After implementing the LinkController class, you can use it with the HtmlOptions class to export the presentation to HTML with externally linked images, as shown below:

using (var presentation = new Presentation(@"C:\data\input.pptx"))
{
    var htmlOptions = new HtmlOptions(new LinkController(@"C:\data\out\"));
    htmlOptions.SlideImageFormat = SlideImageFormat.Svg(new SVGOptions());
    // This line hides slide titles in the generated HTML.
    // Comment it out if you prefer slide titles to be displayed.
    htmlOptions.HtmlFormatter = HtmlFormatter.CreateDocumentFormatter(String.Empty, false);

    presentation.Save(@"C:\data\out\output.html", SaveFormat.Html, htmlOptions);
}

We assigned SlideImageFormat.Svg to the SlideImageFormat property so that the resulting HTML file will contain SVG data to render the presentation’s contents.

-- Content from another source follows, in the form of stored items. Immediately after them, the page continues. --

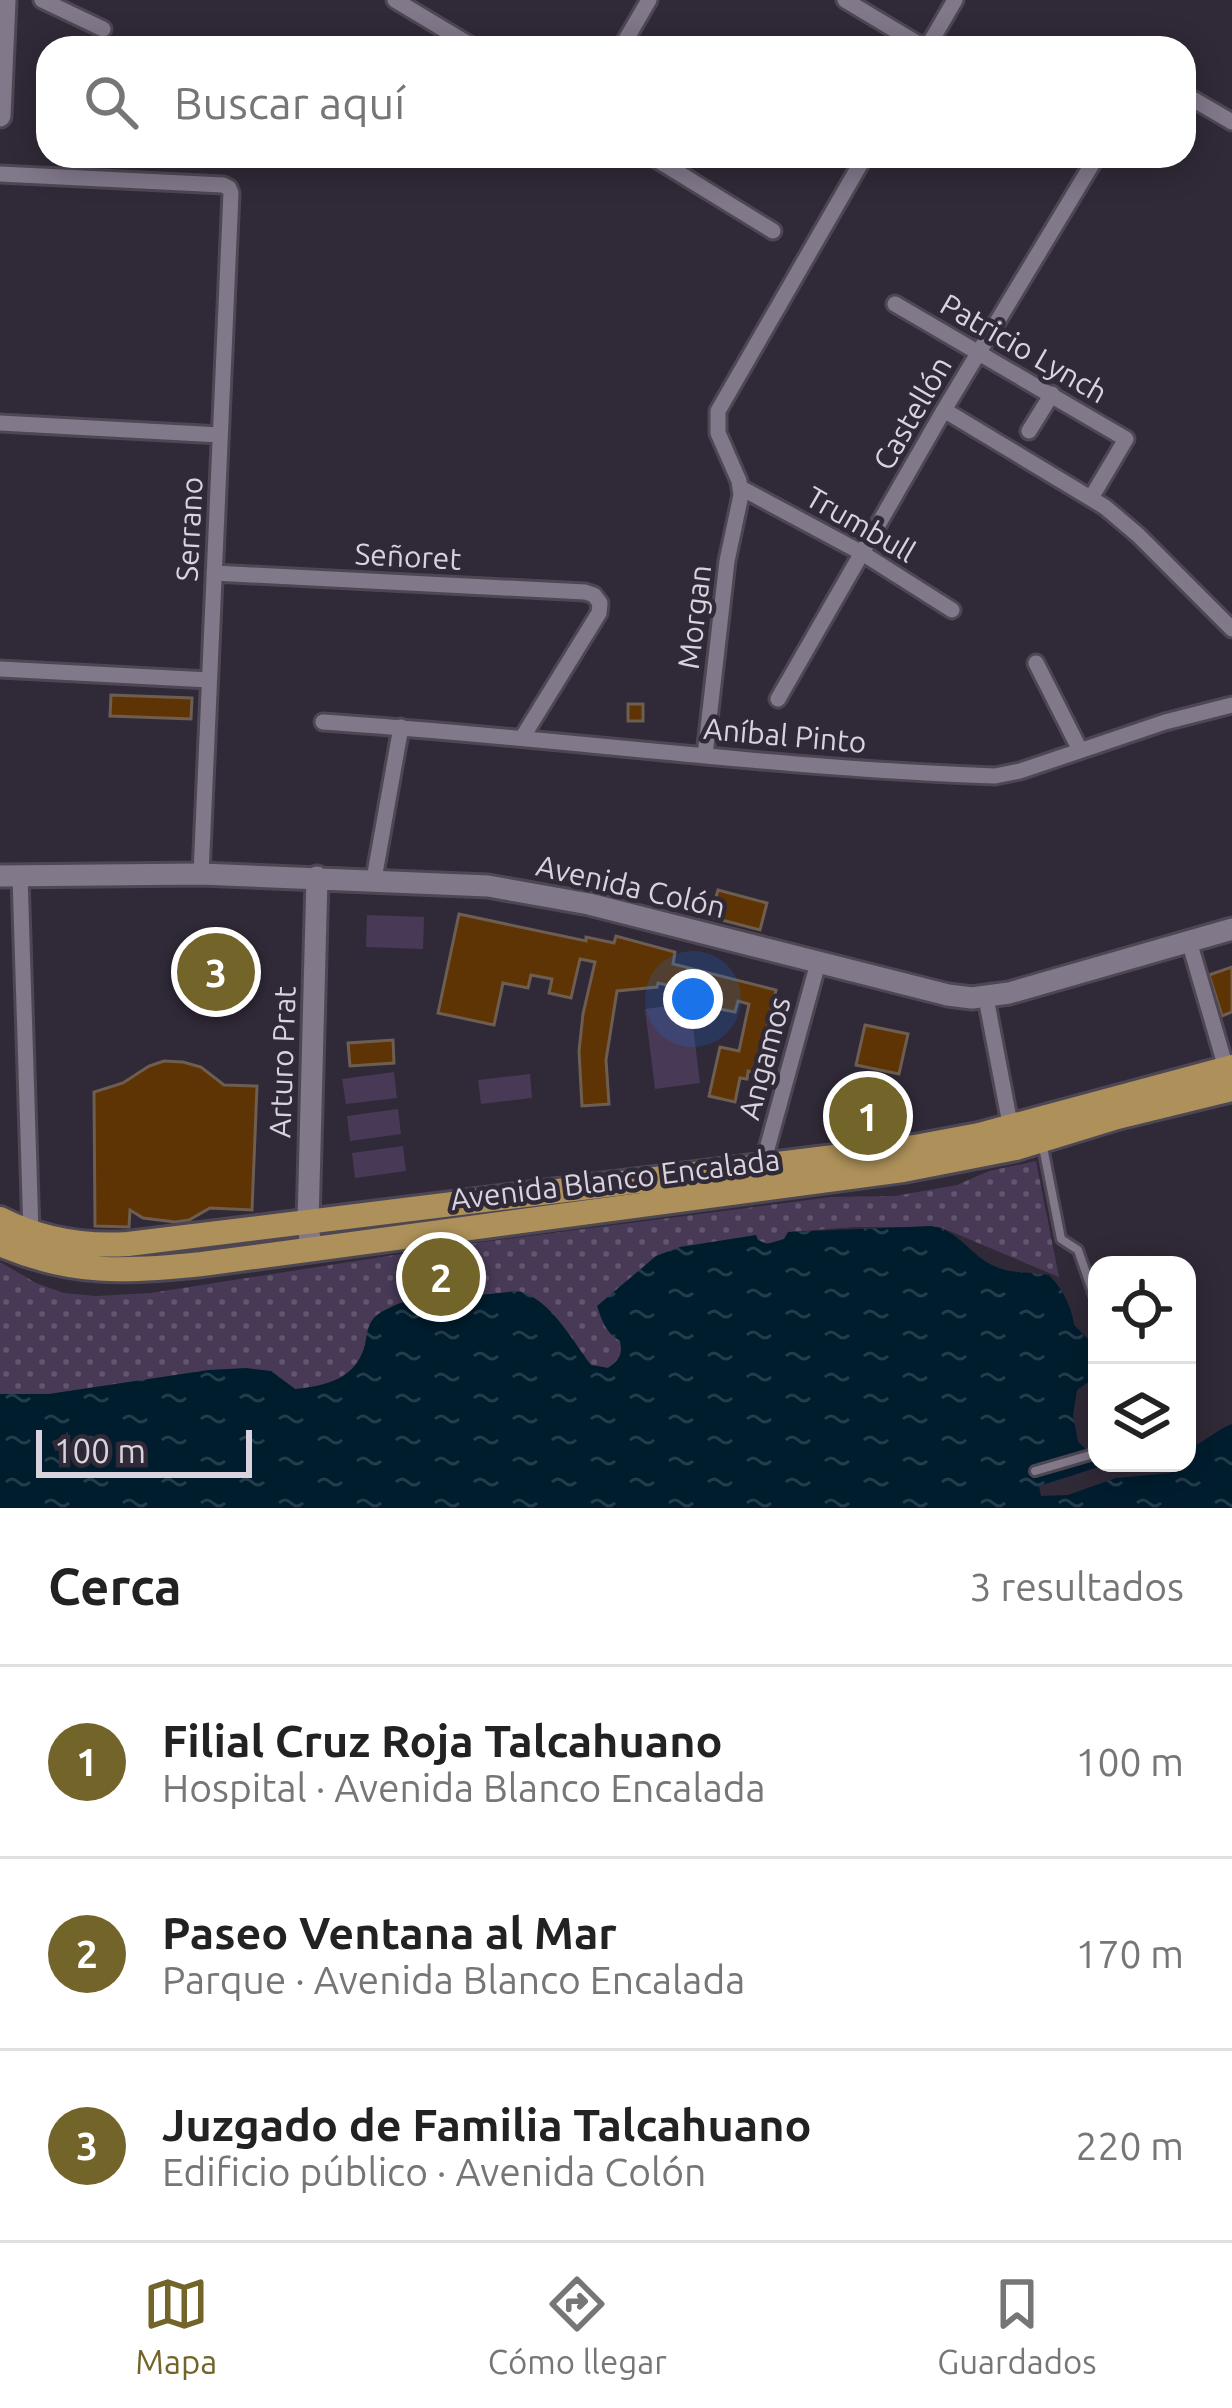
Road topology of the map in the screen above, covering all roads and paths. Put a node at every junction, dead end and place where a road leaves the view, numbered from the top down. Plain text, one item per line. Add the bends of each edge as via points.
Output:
1 (5, 0) edge
2 (42, 0) edge
3 (649, 0) edge
4 (844, 0) edge
5 (955, 0) edge
6 (404, 2) edge
7 (103, 29) dead end
8 (2, 34) edge
9 (456, 36) edge
10 (627, 36) edge
11 (906, 36) edge
12 (933, 36) edge
13 (1196, 101) edge
14 (0, 116) edge
15 (1232, 122) edge
16 (671, 168) edge
17 (858, 168) edge
18 (1090, 168) edge
19 (0, 174) edge
20 (773, 231) dead end
21 (895, 304) dead end
22 (980, 352) junction
23 (1052, 394) junction
24 (944, 410) junction
25 (0, 423) edge
26 (1029, 431) dead end
27 (220, 435) junction
28 (741, 488) junction
29 (1091, 498) junction
30 (862, 553) junction
31 (214, 573) junction
32 (952, 610) dead end
33 (1232, 629) edge
34 (1036, 664) dead end
35 (0, 669) edge
36 (209, 680) junction
37 (778, 700) dead end
38 (1232, 706) edge
39 (323, 722) dead end
40 (400, 728) junction
41 (522, 738) junction
42 (1080, 750) junction
43 (705, 754) junction
44 (201, 874) junction
45 (10, 876) edge
46 (317, 877) junction
47 (374, 879) junction
48 (1232, 929) edge
49 (1189, 941) junction
50 (818, 963) junction
51 (986, 998) junction
52 (1230, 1075) edge
53 (1013, 1137) junction
54 (1042, 1140) junction
55 (762, 1167) junction
56 (0, 1219) edge
57 (308, 1223) junction
58 (0, 1244) edge
59 (32, 1245) junction
60 (311, 1249) junction
61 (0, 1260) edge
62 (1088, 1278) edge
63 (1088, 1456) edge
64 (1035, 1471) dead end

1 - 8 main road
2 - 7 street
3 - 10 street
4 - 11 street
5 - 12 street
6 - 9 street
8 - 14 main road
13 - 15 street
16 - 20 street
17 - 28 street via 718,411 718,433
18 - 22 street, Castellón
19 - 27 street, Serrano via 229,188
21 - 22 street, Patricio Lynch
22 - 23 street, Patricio Lynch
22 - 24 street, Castellón
23 - 26 street
23 - 29 street, Patricio Lynch via 1126,439
24 - 29 street
24 - 30 street, Castellón
25 - 27 street
27 - 31 street, Serrano
28 - 30 street, Trumbull
28 - 43 street, Morgan
29 - 33 street
30 - 32 street, Trumbull
30 - 37 street, Castellón
31 - 36 street, Serrano
31 - 41 street, Señoret via 598,598 599,614
34 - 42 street
35 - 36 street
36 - 44 street, Serrano
38 - 42 street, Aníbal Pinto
39 - 40 street, Aníbal Pinto
40 - 41 street, Aníbal Pinto
40 - 47 street
41 - 43 street, Aníbal Pinto
42 - 43 street, Aníbal Pinto via 994,776
44 - 45 main road, Avenida Colón
44 - 46 main road, Avenida Colón
45 - 59 street
46 - 47 main road, Avenida Colón
46 - 57 main road, Arturo Prat
47 - 50 main road, Avenida Colón via 555,896
48 - 49 main road, Avenida Colón
49 - 51 main road, Avenida Colón
49 - 52 street
50 - 51 main road, Avenida Colón
50 - 55 street, Angamos
51 - 53 street
52 - 53 main road, Avenida Blanco Encalada
52 - 54 main road, Avenida Blanco Encalada
53 - 54 main road, Avenida Blanco Encalada
53 - 55 main road, Avenida Blanco Encalada
53 - 60 main road, Avenida Blanco Encalada via 960,1160 836,1180
54 - 62 lane via 1061,1239 1078,1250
55 - 57 main road, Avenida Blanco Encalada
56 - 59 main road, Avenida Blanco Encalada
57 - 59 main road, Avenida Blanco Encalada via 109,1245
57 - 60 main road, Arturo Prat
58 - 59 main road, Avenida Blanco Encalada
59 - 60 main road, Avenida Blanco Encalada via 89,1270 133,1271
59 - 61 street
63 - 64 lane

Content types: If the presentation contains raster bitmaps, then the class code must be prepared to process both image/jpeg and image/png content types. The content of the exported bitmap images may not match what was stored in the presentation. Aspose.Slides’ internal algorithms perform size optimization and use either the JPEG or PNG codec (depending on which produces a smaller file size). Images containing an alpha channel (transparency) are always encoded as PNG.